Common terms in algebra include:

• **Variables:** Symbols that represent unknown numbers, such as \( h \).
• **Constants:** Numbers that have a fixed value, like 32 or 8.
• **Expressions:** Combinations of variables and constants. For instance, \( 32h^9 \) is an expression.
• **Equations:** Statements that two expressions are equal. For example, \( 3x + 5 = 11 \).

In this exercise, we simplify an algebraic fraction. This fraction includes both a constant coefficient and variables. By understanding and applying algebraic rules, we can simplify complex expressions step by step.

The laws of exponents are essential for simplifying expressions involving powers. When we deal with exponents, the following rules come in handy:

• **Product Rule:** \( a^m \times a^n = a^{m+n} \)
• **Quotient Rule:** \( \frac{a^m}{a^n} = a^{m-n} \)
• **Power of a Power Rule:** \( (a^m)^n = a^{m \times n} \)
• **Zero Exponent Rule:** \( a^0 = 1 \) for any nonzero \(a\)
• **Negative Exponent Rule:** \( a^{-n} = \frac{1}{a^n} \)

In our exercise, we use the quotient rule to simplify the variables.
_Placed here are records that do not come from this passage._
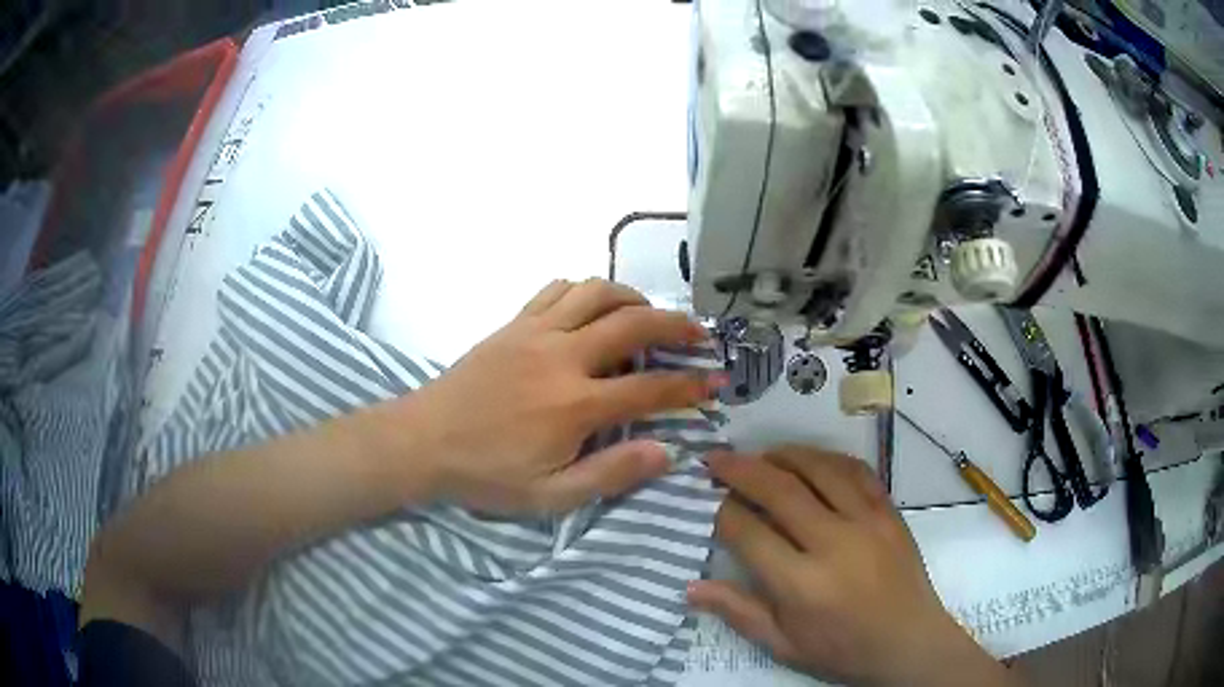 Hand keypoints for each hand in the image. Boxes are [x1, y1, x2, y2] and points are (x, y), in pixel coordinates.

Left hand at [373, 278, 719, 514]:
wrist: (422, 441)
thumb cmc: (486, 474)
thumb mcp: (550, 496)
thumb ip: (611, 473)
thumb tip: (667, 451)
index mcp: (575, 404)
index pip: (651, 388)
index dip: (691, 385)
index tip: (717, 382)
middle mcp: (562, 357)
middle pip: (634, 323)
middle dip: (677, 325)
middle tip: (699, 335)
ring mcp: (535, 332)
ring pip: (597, 292)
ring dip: (633, 298)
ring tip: (650, 315)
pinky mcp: (513, 323)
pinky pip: (557, 290)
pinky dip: (586, 291)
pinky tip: (593, 309)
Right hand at [688, 448, 1016, 686]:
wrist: (908, 642)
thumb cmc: (842, 650)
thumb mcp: (783, 644)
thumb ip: (738, 611)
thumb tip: (691, 586)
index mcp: (801, 585)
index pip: (748, 533)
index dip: (721, 512)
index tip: (708, 501)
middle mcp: (833, 544)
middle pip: (780, 491)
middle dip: (741, 469)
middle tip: (716, 458)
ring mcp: (867, 522)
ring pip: (819, 469)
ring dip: (784, 455)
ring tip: (761, 455)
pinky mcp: (889, 512)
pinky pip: (856, 471)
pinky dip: (827, 459)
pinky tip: (811, 460) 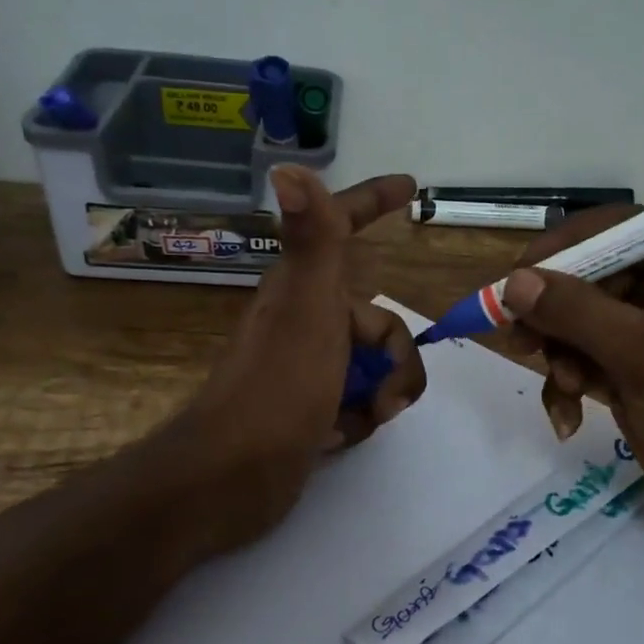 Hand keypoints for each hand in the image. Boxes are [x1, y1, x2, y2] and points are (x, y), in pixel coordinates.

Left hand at [168, 167, 426, 553]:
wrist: (234, 477)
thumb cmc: (278, 385)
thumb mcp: (308, 307)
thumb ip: (314, 239)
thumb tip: (288, 165)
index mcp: (304, 288)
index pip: (344, 227)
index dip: (374, 202)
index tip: (410, 188)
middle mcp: (305, 320)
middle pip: (379, 322)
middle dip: (397, 358)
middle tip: (386, 396)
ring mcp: (307, 367)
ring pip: (375, 364)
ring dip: (384, 391)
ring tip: (365, 420)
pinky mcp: (309, 408)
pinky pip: (359, 400)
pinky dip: (360, 418)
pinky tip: (337, 438)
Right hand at [502, 211, 643, 538]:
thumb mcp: (641, 355)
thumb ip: (576, 312)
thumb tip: (513, 281)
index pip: (621, 228)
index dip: (568, 245)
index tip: (520, 271)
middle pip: (592, 275)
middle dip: (556, 313)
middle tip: (519, 337)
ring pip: (580, 318)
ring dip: (561, 353)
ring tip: (565, 386)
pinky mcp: (632, 363)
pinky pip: (584, 355)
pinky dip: (569, 381)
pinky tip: (568, 417) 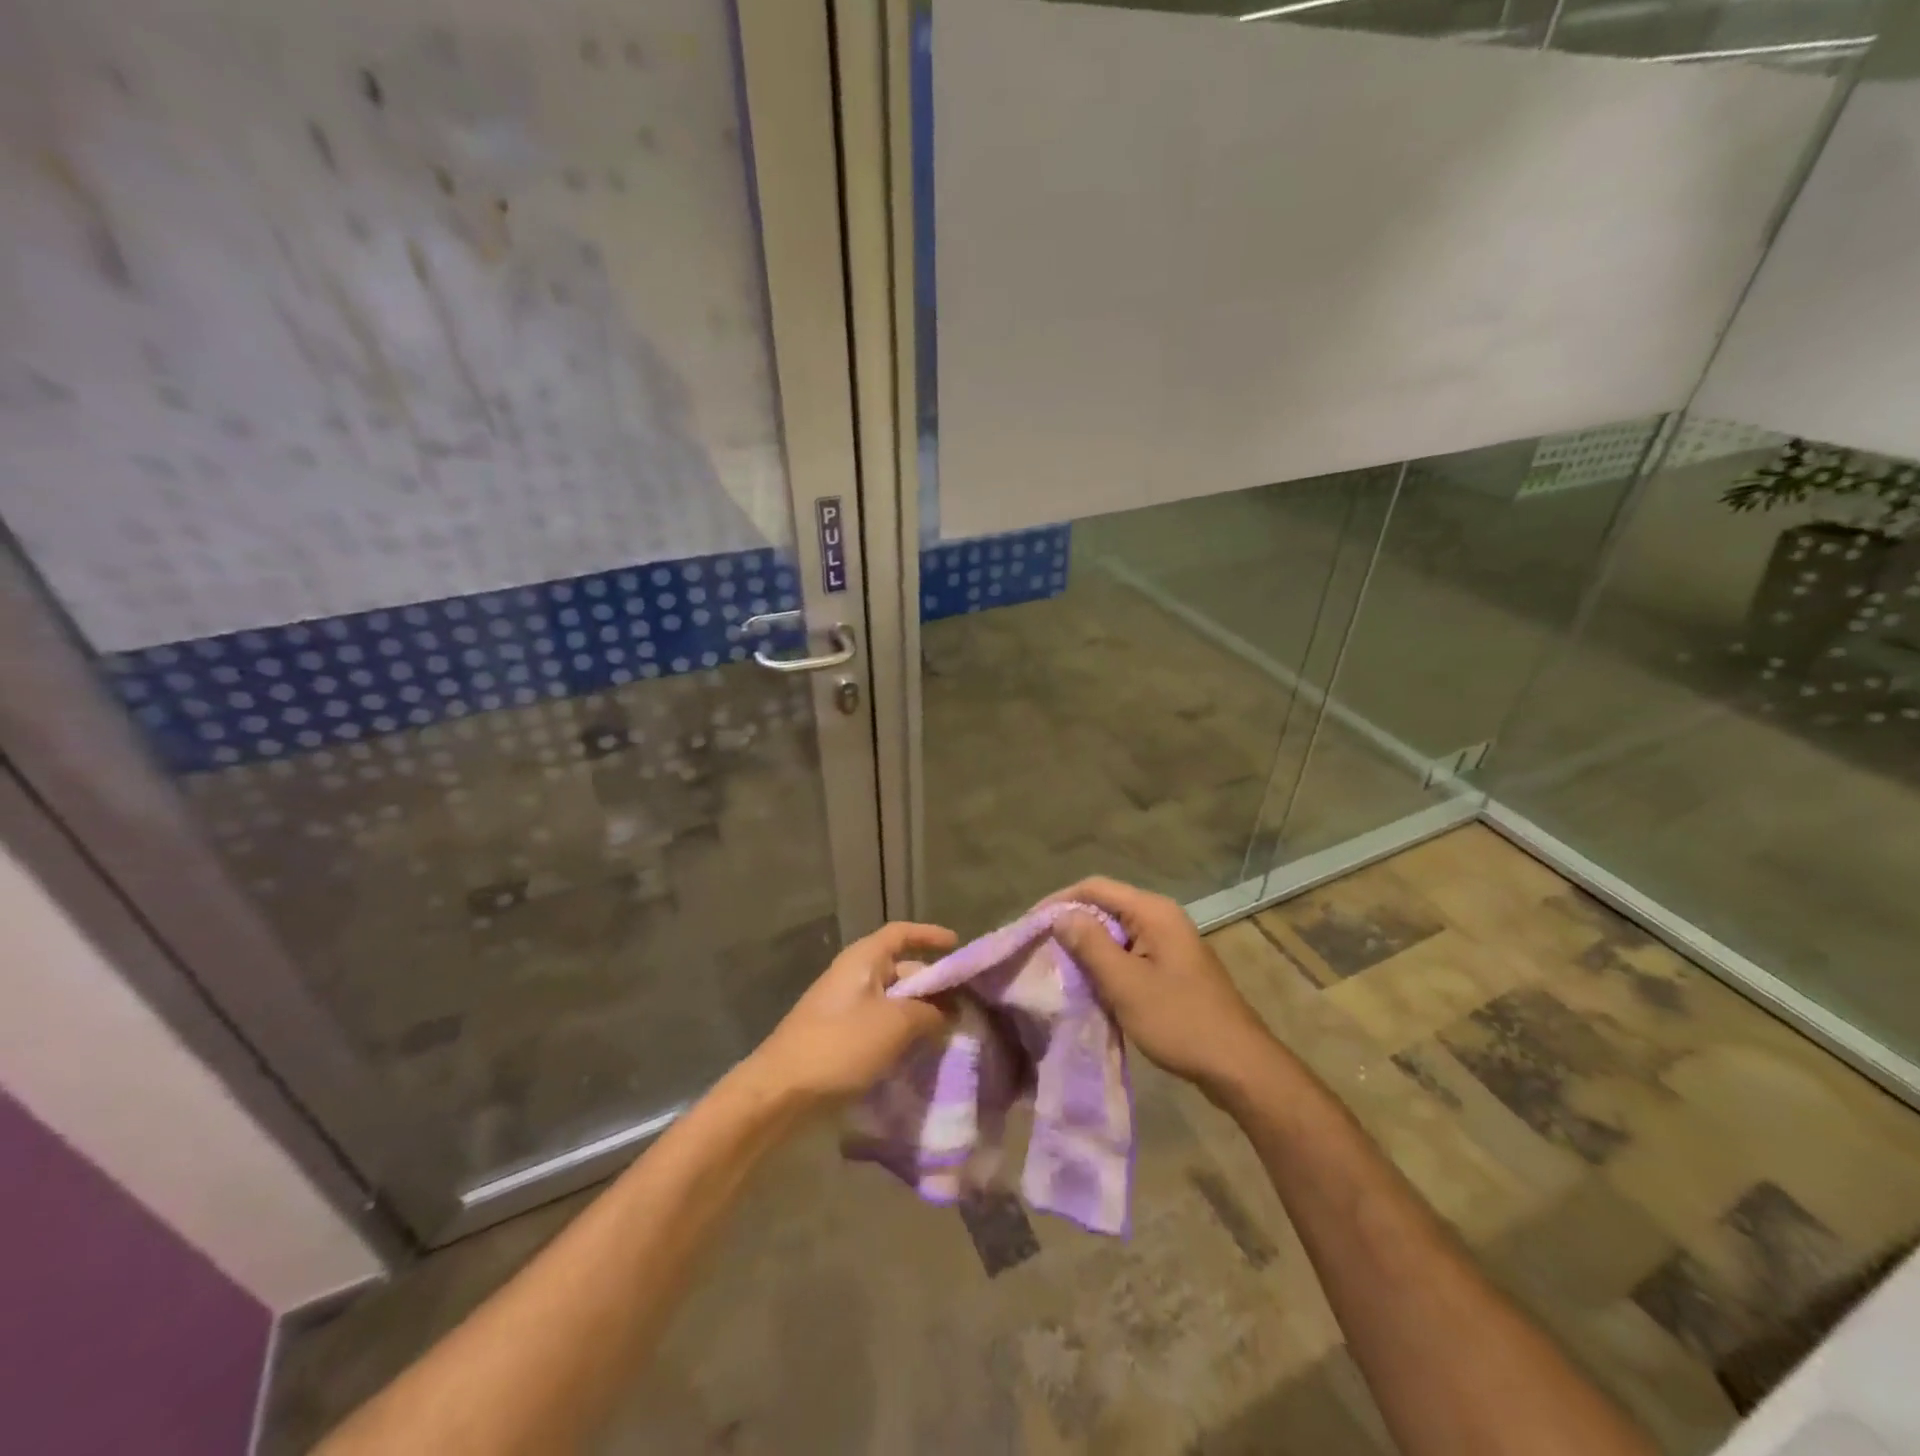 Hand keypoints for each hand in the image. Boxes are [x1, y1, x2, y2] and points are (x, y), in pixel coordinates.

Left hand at [747, 921, 958, 1108]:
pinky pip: (879, 1024)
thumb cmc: (840, 1045)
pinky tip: (919, 1053)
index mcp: (863, 959)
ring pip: (891, 1000)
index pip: (901, 933)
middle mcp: (853, 976)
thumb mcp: (895, 1024)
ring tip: (948, 1032)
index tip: (958, 946)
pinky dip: (900, 1032)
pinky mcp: (839, 1037)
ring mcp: (843, 1007)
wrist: (781, 1091)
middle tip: (963, 1005)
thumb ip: (929, 1012)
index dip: (929, 935)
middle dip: (931, 985)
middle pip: (900, 968)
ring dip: (918, 1013)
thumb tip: (948, 1012)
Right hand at [1048, 877, 1274, 1100]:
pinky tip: (1088, 985)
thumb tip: (1061, 916)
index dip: (1059, 901)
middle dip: (1071, 924)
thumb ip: (1090, 944)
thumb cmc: (1179, 1021)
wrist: (1238, 1065)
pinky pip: (1130, 953)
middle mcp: (1162, 918)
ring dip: (1087, 947)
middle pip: (1105, 907)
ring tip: (1055, 966)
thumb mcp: (1125, 984)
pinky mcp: (1172, 967)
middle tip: (1038, 947)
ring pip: (1116, 932)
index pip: (1095, 888)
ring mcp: (1169, 943)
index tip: (1029, 925)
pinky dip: (1106, 964)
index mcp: (1153, 912)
We started with \( \frac{h^9}{h^4} \). By applying the quotient rule, we subtract the exponents: \( 9 - 4 \), resulting in \( h^5 \).

This step illustrates how exponent rules can make complex expressions easier to manage and simplifies the algebraic fraction fundamentally.

Simplifying expressions means making a mathematical expression as simple as possible. This often involves combining like terms, reducing fractions, or applying mathematical laws (like the laws of exponents).

In our given exercise:

1. **Simplify the Constant Coefficient:** We first reduce \( \frac{32}{8} \) to 4. This reduction makes the numbers easier to work with.
2. **Simplify the Variables:** Using the laws of exponents, we simplify \( \frac{h^9}{h^4} \) to \( h^5 \). Subtracting the exponents, as shown, gives us the simplified form of the variable part.
3. **Combine Results:** The final simplified expression is \( 4h^5 \), combining both the simplified constants and variables.

Remember, the goal of simplifying is to reduce the expression to its simplest form without changing its value. Simplified expressions are easier to understand, use, and solve.